*Supplied data:*
——

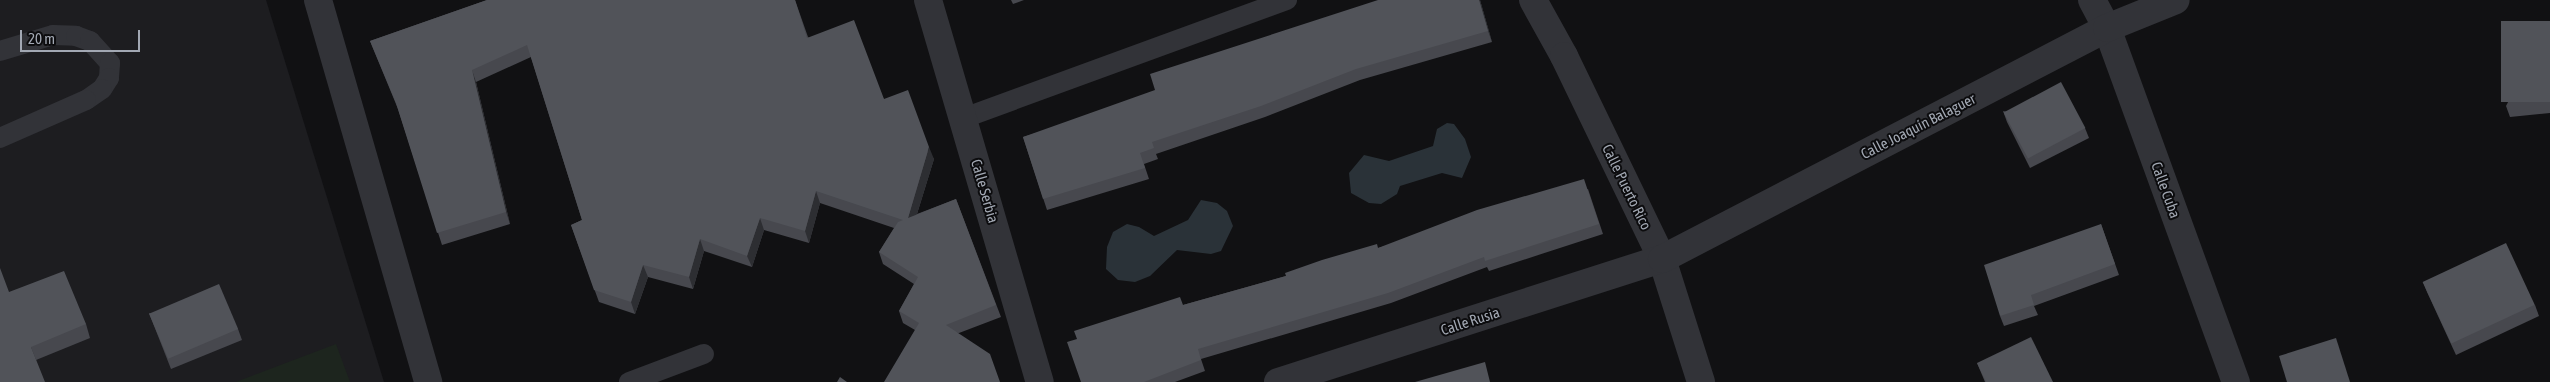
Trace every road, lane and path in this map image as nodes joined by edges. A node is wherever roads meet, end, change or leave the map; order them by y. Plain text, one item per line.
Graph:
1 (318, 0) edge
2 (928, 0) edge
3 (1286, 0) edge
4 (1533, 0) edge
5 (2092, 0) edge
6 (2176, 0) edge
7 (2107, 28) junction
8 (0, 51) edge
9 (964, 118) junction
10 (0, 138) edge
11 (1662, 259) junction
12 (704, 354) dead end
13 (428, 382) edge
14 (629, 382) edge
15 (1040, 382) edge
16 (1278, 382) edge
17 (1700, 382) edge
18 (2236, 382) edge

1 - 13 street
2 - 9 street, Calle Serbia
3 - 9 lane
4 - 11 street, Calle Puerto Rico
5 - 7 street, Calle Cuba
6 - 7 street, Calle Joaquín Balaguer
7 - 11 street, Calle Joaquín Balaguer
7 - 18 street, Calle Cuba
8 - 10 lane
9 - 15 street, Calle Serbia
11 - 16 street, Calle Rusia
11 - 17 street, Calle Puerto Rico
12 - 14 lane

——

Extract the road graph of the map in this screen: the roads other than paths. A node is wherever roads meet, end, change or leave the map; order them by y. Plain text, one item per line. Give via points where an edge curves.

——

*Problem statement:*
Pick out the lines above containing the word "text", then copy them.

*Solved problem:*
Trace every road, lane and path in this map image as nodes joined by edges. A node is wherever roads meet, end, change or leave the map; order them by y. Plain text, one item per line.
Extract the road graph of the map in this screen: the roads other than paths. A node is wherever roads meet, end, change or leave the map; order them by y. Plain text, one item per line. Give via points where an edge curves.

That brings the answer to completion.